Supplied records:
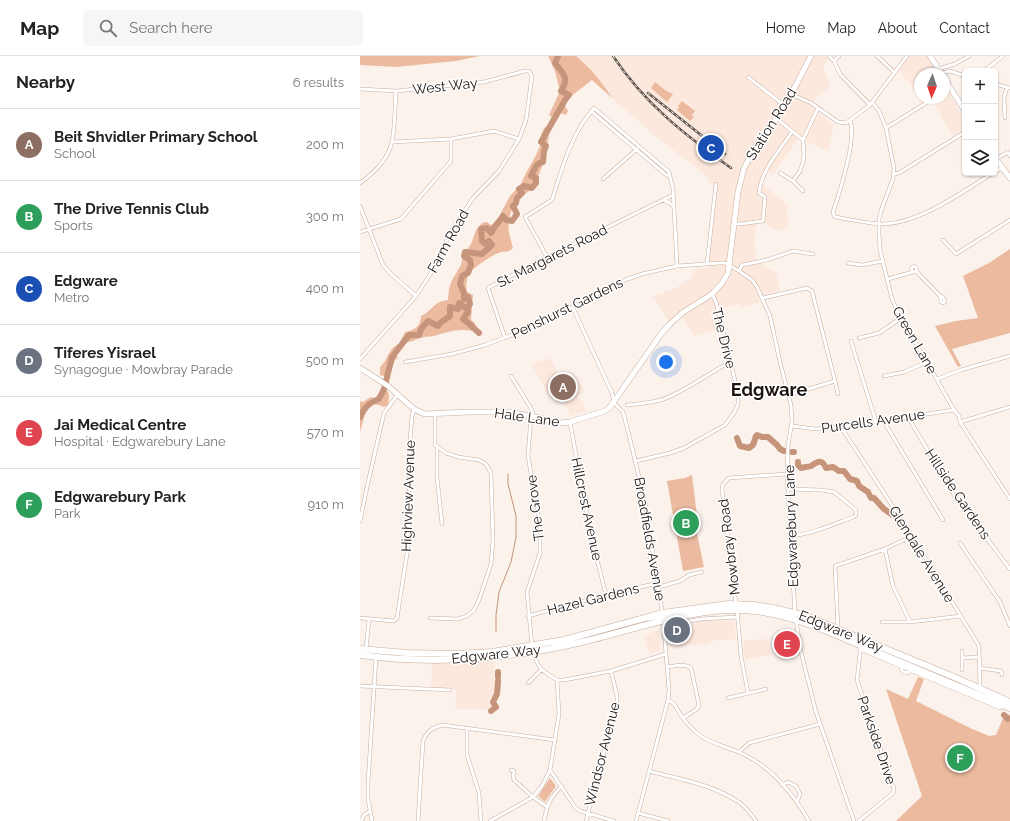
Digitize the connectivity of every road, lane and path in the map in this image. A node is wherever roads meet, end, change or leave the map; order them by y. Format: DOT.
graph roads {
  1 [pos="811,56"];
  2 [pos="830,56"];
  3 [pos="839,56"];
  4 [pos="877,56"];
  5 [pos="907,56"];
  6 [pos="930,56"];
  7 [pos="969,56"];
  8 [pos="1003,56"];
  9 [pos="834,61"];
  10 [pos="938,68"];
  11 [pos="948,68"];
  12 [pos="988,68"];
  13 [pos="529,71"];
  14 [pos="894,72"];
  15 [pos="950,72"];
  16 [pos="962,75"];
  17 [pos="748,77"];
  18 [pos="998,85"];
  19 [pos="950,88"];
  20 [pos="1009,88"];
  21 [pos="360,89"];
  22 [pos="396,91"];
  23 [pos="791,94"];
  24 [pos="871,103"];
  25 [pos="924,104"];
  26 [pos="785,106"];
  27 [pos="962,106"];
  28 [pos="818,108"];
  29 [pos="591,111"];
  30 [pos="1005,118"];
  31 [pos="777,119"];
  32 [pos="850,121"];
  33 [pos="886,128"];
  34 [pos="792,132"];
  35 [pos="962,134"];
  36 [pos="451,139"];
  37 [pos="518,140"];
  38 [pos="803,140"];
  39 [pos="392,142"];
  40 [pos="640,146"];
  41 [pos="637,149"];
  42 [pos="1009,153"];
  43 [pos="998,157"];
  44 [pos="998,162"];
  45 [pos="1002,168"];
  46 [pos="998,170"];
  47 [pos="780,173"];
  48 [pos="894,174"];
  49 [pos="669,176"];
  50 [pos="988,176"];
  51 [pos="603,178"];
  52 [pos="1010,178"];
  53 [pos="793,181"];
  54 [pos="360,183"];
  55 [pos="716,184"];
  56 [pos="803,191"];
  57 [pos="673,194"];
  58 [pos="662,200"];
  59 [pos="360,206"];
  60 [pos="674,207"];
  61 [pos="1010,220"];
  62 [pos="734,224"];
  63 [pos="879,224"];
  64 [pos="369,229"];
  65 [pos="360,232"];
  66 [pos="943,240"];
  67 [pos="813,254"];
  68 [pos="546,257"];
  69 [pos="883,261"];
  70 [pos="707,264"];
  71 [pos="848,264"];
  72 [pos="677,266"];
  73 [pos="730,266"];
  74 [pos="739,271"];
  75 [pos="888,279"];
  76 [pos="712,294"];
  77 [pos="416,296"];
  78 [pos="940,296"];
  79 [pos="763,298"];
  80 [pos="573,308"];
  81 [pos="901,318"];
  82 [pos="504,338"];
  83 [pos="859,338"];
  84 [pos="851,341"];
  85 [pos="1010,356"];
  86 [pos="360,359"];
  87 [pos="405,362"];
  88 [pos="730,362"];
  89 [pos="927,362"];
  90 [pos="361,370"];
  91 [pos="511,376"];
  92 [pos="884,376"];
  93 [pos="937,379"];
  94 [pos="834,381"];
  95 [pos="398,394"];
  96 [pos="789,394"];
  97 [pos="838,394"];
  98 [pos="614,403"];
  99 [pos="626,405"];
  100 [pos="1010,408"];
  101 [pos="414,409"];
  102 [pos="954,410"];
  103 [pos="436,414"];
  104 [pos="532,416"];
  105 [pos="908,417"];
  106 [pos="883,420"];
  107 [pos="570,422"];
  108 [pos="876,422"];
  109 [pos="960,422"];
  110 [pos="792,426"];
  111 [pos="841,427"];
  112 [pos="438,447"];
  113 [pos="636,461"];
  114 [pos="787,474"];
  115 [pos="788,489"];
  116 [pos="1010,499"];
  117 [pos="943,520"];
  118 [pos="360,521"];
  119 [pos="442,524"];
  120 [pos="790,536"];
  121 [pos="912,536"];
  122 [pos="960,543"];
  123 [pos="885,549"];
  124 [pos="1010,569"];
  125 [pos="702,572"];
  126 [pos="659,585"];
  127 [pos="606,595"];
  128 [pos="737,610"];
  129 [pos="795,613"];
  130 [pos="528,616"];
  131 [pos="961,616"];
  132 [pos="360,618"];
  133 [pos="430,618"];
  134 [pos="369,619"];
  135 [pos="663,620"];
  136 [pos="796,620"];
  137 [pos="882,622"];
  138 [pos="910,622"];
  139 [pos="1010,626"];
  140 [pos="838,629"];
  141 [pos="860,647"];
  142 [pos="533,649"];
  143 [pos="363,650"];
  144 [pos="962,651"];
  145 [pos="666,654"];
  146 [pos="360,655"];
  147 [pos="376,657"];
  148 [pos="979,657"];
  149 [pos="962,658"];
  150 [pos="667,667"];
  151 [pos="979,668"];
  152 [pos="541,670"];
  153 [pos="962,670"];
  154 [pos="611,671"];
  155 [pos="1002,675"];
  156 [pos="557,680"];
  157 [pos="528,683"];
  158 [pos="360,686"];
  159 [pos="374,687"];
  160 [pos="980,688"];
  161 [pos="766,689"];
  162 [pos="450,690"];
  163 [pos="748,693"];
  164 [pos="728,698"];
  165 [pos="668,700"];
  166 [pos="1010,702"];
  167 [pos="1004,707"];
  168 [pos="682,718"];
  169 [pos="820,724"];
  170 [pos="468,729"];
  171 [pos="555,740"];
  172 [pos="739,752"];
  173 [pos="511,770"];
  174 [pos="550,770"];
  175 [pos="649,771"];
  176 [pos="782,785"];
  177 [pos="562,786"];
  178 [pos="533,798"];
  179 [pos="797,802"];
  180 [pos="547,807"];
  181 [pos="370,811"];
  182 [pos="587,813"];
  183 [pos="638,813"];
  184 [pos="361,821"];
  185 [pos="372,821"];
  186 [pos="418,821"];
  187 [pos="481,821"];
  188 [pos="490,821"];
  189 [pos="544,821"];
  190 [pos="586,821"];
  191 [pos="614,821"];
  192 [pos="636,821"];
  193 [pos="668,821"];
  194 [pos="756,821"];
  195 [pos="809,821"];
  196 [pos="854,821"];
  197 [pos="859,821"];
  1 -- 23 [label="main road, Station Road"];
  2 -- 9 [label="street, Green Lane"];
  3 -- 9 [label="street"];
  4 -- 14 [label="street"];
  5 -- 14 [label="street"];
  6 -- 10 [label="main road"];
  7 -- 11 [label="street"];
  8 -- 12 [label="street"];
  9 -- 24 [label="street, Green Lane"];
  13 -- 22 [label="street, West Way"];
  13 -- 37 [label="street, Farm Road"];
  14 -- 24 [label="street"];
  15 -- 16 [label="street"];
  17 -- 26 [label="street"];
  18 -- 20 [label="street"];
  19 -- 27 [label="main road"];
  20 -- 30 [label="street"];
  21 -- 22 [label="street, West Way"];
  22 -- 39 [label="street"];
  23 -- 26 [label="main road, Station Road"];
  23 -- 28 [label="street"];
  24 -- 32 [label="street"];
  24 -- 33 [label="street, Green Lane"];
  25 -- 33 [label="street"];
  26 -- 31 [label="main road, Station Road"];
  28 -- 32 [label="street"];
  28 -- 38 [label="street"];
  29 -- 40 [label="street"];
  29 -- 41 [label="street"];
  29 -- 68 [label="street"];
  31 -- 34 [label="street"];
  31 -- 62 [label="main road, Station Road"];
  32 -- 63 [label="street"];
  33 -- 48 [label="street, Green Lane"];
  34 -- 38 [label="street"];
  34 -- 62 [label="street"];
  35 -- 48 [label="street"];
  36 -- 37 [label="street"];
  36 -- 39 [label="street"];
  36 -- 64 [label="street"];
  37 -- 77 [label="street, Farm Road"];
  38 -- 53 [label="street"];
  39 -- 54 [label="street"];
  40 -- 41 [label="street"];
  40 -- 49 [label="street"];
  41 -- 49 [label="street"];
  41 -- 51 [label="street"];
  42 -- 43 [label="street"];
  44 -- 45 [label="main road"];
  45 -- 46 [label="street"];
  45 -- 52 [label="main road"];
  47 -- 53 [label="street"];
  48 -- 63 [label="street, Green Lane"];
  49 -- 57 [label="street"];
  50 -- 63 [label="street"];
  53 -- 56 [label="street"];
  55 -- 70 [label="street"];
  57 -- 58 [label="street, St. Margarets Road"];
  57 -- 60 [label="street"];
  58 -- 60 [label="street"];
  58 -- 68 [label="street, St. Margarets Road"];
  59 -- 64 [label="street"];
  60 -- 72 [label="street"];
  61 -- 66 [label="street"];
  62 -- 73 [label="main road, Station Road"];
  63 -- 69 [label="street, Green Lane"];
  64 -- 65 [label="street"];
  64 -- 77 [label="street"];
  67 -- 74 [label="street"];
  68 -- 82 [label="street, St. Margarets Road"];
  69 -- 71 [label="street"];
  69 -- 75 [label="street, Green Lane"];
  70 -- 72 [label="street, Penshurst Gardens"];
  70 -- 73 [label="street, Penshurst Gardens"];
  72 -- 80 [label="street, Penshurst Gardens"];
  73 -- 74 [label="street, Edgwarebury Lane"];
  73 -- 76 [label="main road, Hale Lane"];
  74 -- 79 [label="street, Edgwarebury Lane"];
  75 -- 78 [label="street"];
  75 -- 81 [label="street, Green Lane"];
  76 -- 88 [label="street, The Drive"];
  76 -- 98 [label="main road, Hale Lane"];
  77 -- 86 [label="street, Farm Road"];
  79 -- 94 [label="street"];
  79 -- 96 [label="street, Edgwarebury Lane"];
  80 -- 82 [label="street, Penshurst Gardens"];
  80 -- 98 [label="street, Broadfields Avenue"];
  81 -- 83 [label="street"];
  81 -- 89 [label="street, Green Lane"];
  82 -- 87 [label="street, Penshurst Gardens"];
  84 -- 108 [label="street"];
  85 -- 93 [label="street"];
  88 -- 99 [label="street"];
  88 -- 113 [label="street, The Drive"];
  89 -- 92 [label="street"];
  89 -- 93 [label="street, Green Lane"];
  90 -- 95 [label="main road, Hale Lane"];
  91 -- 104 [label="street"];
  93 -- 102 [label="street, Green Lane"];
  94 -- 96 [label="street"];
  94 -- 97 [label="street"];
  95 -- 101 [label="main road, Hale Lane"];
  95 -- 118 [label="street"];
  96 -- 110 [label="street, Edgwarebury Lane"];
  98 -- 107 [label="main road, Hale Lane"];
  98 -- 113 [label="street, Broadfields Avenue"];
  100 -- 109 [label="street"];
  101 -- 103 [label="main road, Hale Lane"];
  101 -- 134 [label="street, Highview Avenue"];
  102 -- 105 [label="street, Purcells Avenue"];
  102 -- 109 [label="street, Green Lane"];
  103 -- 104 [label="main road, Hale Lane"];
  103 -- 112 [label="street"];
  104 -- 107 [label="main road, Hale Lane"];
  104 -- 130 [label="street, The Grove"];
  105 -- 106 [label="street, Purcells Avenue"];
  105 -- 124 [label="street, Hillside Gardens"];
  106 -- 108 [label="street, Purcells Avenue"];
  106 -- 117 [label="street"];
  107 -- 127 [label="street, Hillcrest Avenue"];
  108 -- 111 [label="street, Purcells Avenue"];
  109 -- 116 [label="street"];
  110 -- 111 [label="street, Purcells Avenue"];
  110 -- 114 [label="street, Edgwarebury Lane"];
  111 -- 121 [label="street, Glendale Avenue"];
  112 -- 119 [label="street"];
  112 -- 133 [label="street"];
  113 -- 126 [label="street, Broadfields Avenue"];
  114 -- 115 [label="street, Edgwarebury Lane"];
  114 -- 128 [label="street, Mowbray Road"];
  115 -- 120 [label="street, Edgwarebury Lane"];
  115 -- 120 [label="street"];
  120 -- 129 [label="street, Edgwarebury Lane"];
  121 -- 123 [label="street"];
  121 -- 131 [label="street, Glendale Avenue"];
  122 -- 139 [label="street"];
  123 -- 138 [label="street"];
  123 -- 140 [label="street"];
  125 -- 126 [label="street, Hazel Gardens"];
  126 -- 127 [label="street, Hazel Gardens"];
  126 -- 135 [label="street, Broadfields Avenue"];
  127 -- 130 [label="street, Hazel Gardens"];
  128 -- 129 [label="highway, Edgware Way"];
  128 -- 135 [label="highway, Edgware Way"];
  128 -- 135 [label="highway, Edgware Way"];
  128 -- 135 [label="street"];
  128 -- 136 [label="highway, Edgware Way"];
  128 -- 163 [label="street, Mowbray Road"];
  129 -- 136 [label="street, Edgwarebury Lane"];
  129 -- 140 [label="highway, Edgware Way"];
  130 -- 142 [label="street, The Grove"];
  131 -- 138 [label="street"];
  131 -- 148 [label="street, Glendale Avenue"];
  132 -- 134 [label="street"];
  134 -- 143 [label="street"];
  135 -- 142 [label="highway, Edgware Way"];
  135 -- 142 [label="highway, Edgware Way"];
  135 -- 145 [label="street, Broadfields Avenue"];
  136 -- 141 [label="highway, Edgware Way"];
  136 -- 169 [label="street, Edgwarebury Lane"];
  137 -- 138 [label="street"];
  140 -- 160 [label="highway, Edgware Way"];
  141 -- 167 [label="highway, Edgware Way"];
  141 -- 167 [label="street, Edgware Way"];
  141 -- 197 [label="street, Parkside Drive"];
  142 -- 143 [label="highway, Edgware Way"];
  142 -- 147 [label="highway, Edgware Way"];
  142 -- 152 [label="street, The Grove"];
  144 -- 149 [label="street"];
  145 -- 150 [label="street, Broadfields Avenue"];
  145 -- 154 [label="street"];
  146 -- 147 [label="highway, Edgware Way"];
  147 -- 159 [label="street"];
  148 -- 149 [label="street"];
  148 -- 151 [label="street, Glendale Avenue"];
  149 -- 153 [label="street"];
  150 -- 165 [label="street, Broadfields Avenue"];
  150 -- 168 [label="street"];
  151 -- 155 [label="street"];
  151 -- 160 [label="street, Glendale Avenue"];
  152 -- 156 [label="street"];
  152 -- 157 [label="street"];
  154 -- 156 [label="street"];
  154 -- 182 [label="street, Windsor Avenue"];
  156 -- 171 [label="street"];
  158 -- 159 [label="street"];
  159 -- 162 [label="street"];
  159 -- 181 [label="street"];
  160 -- 166 [label="highway, Edgware Way"];
  161 -- 163 [label="street"];
  163 -- 164 [label="street"];
  165 -- 168 [label="street"];
  165 -- 175 [label="street, Broadfields Avenue"];
  168 -- 172 [label="street"];
  169 -- 172 [label="street"];
  169 -- 196 [label="street, Edgwarebury Lane"];
  170 -- 171 [label="street"];
  170 -- 186 [label="street"];
  170 -- 187 [label="street"];
  171 -- 174 [label="street"];
  172 -- 176 [label="street"];
  173 -- 178 [label="street"];
  174 -- 177 [label="street"];
  174 -- 178 [label="street"];
  175 -- 183 [label="street, Broadfields Avenue"];
  175 -- 194 [label="street"];
  176 -- 179 [label="street"];
  176 -- 179 [label="street"];
  177 -- 180 [label="street"];
  177 -- 182 [label="street"];
  178 -- 180 [label="street"];
  178 -- 188 [label="street"];
  179 -- 195 [label="street"];
  180 -- 189 [label="street"];
  181 -- 184 [label="street"];
  181 -- 185 [label="street"];
  182 -- 190 [label="street, Windsor Avenue"];
  182 -- 191 [label="street"];
  183 -- 192 [label="street, Broadfields Avenue"];
  183 -- 193 [label="street"];
}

Exercise details:
Within the records above, find every line holding the word "Grove" and give the total as a bare number.

Your solution:
3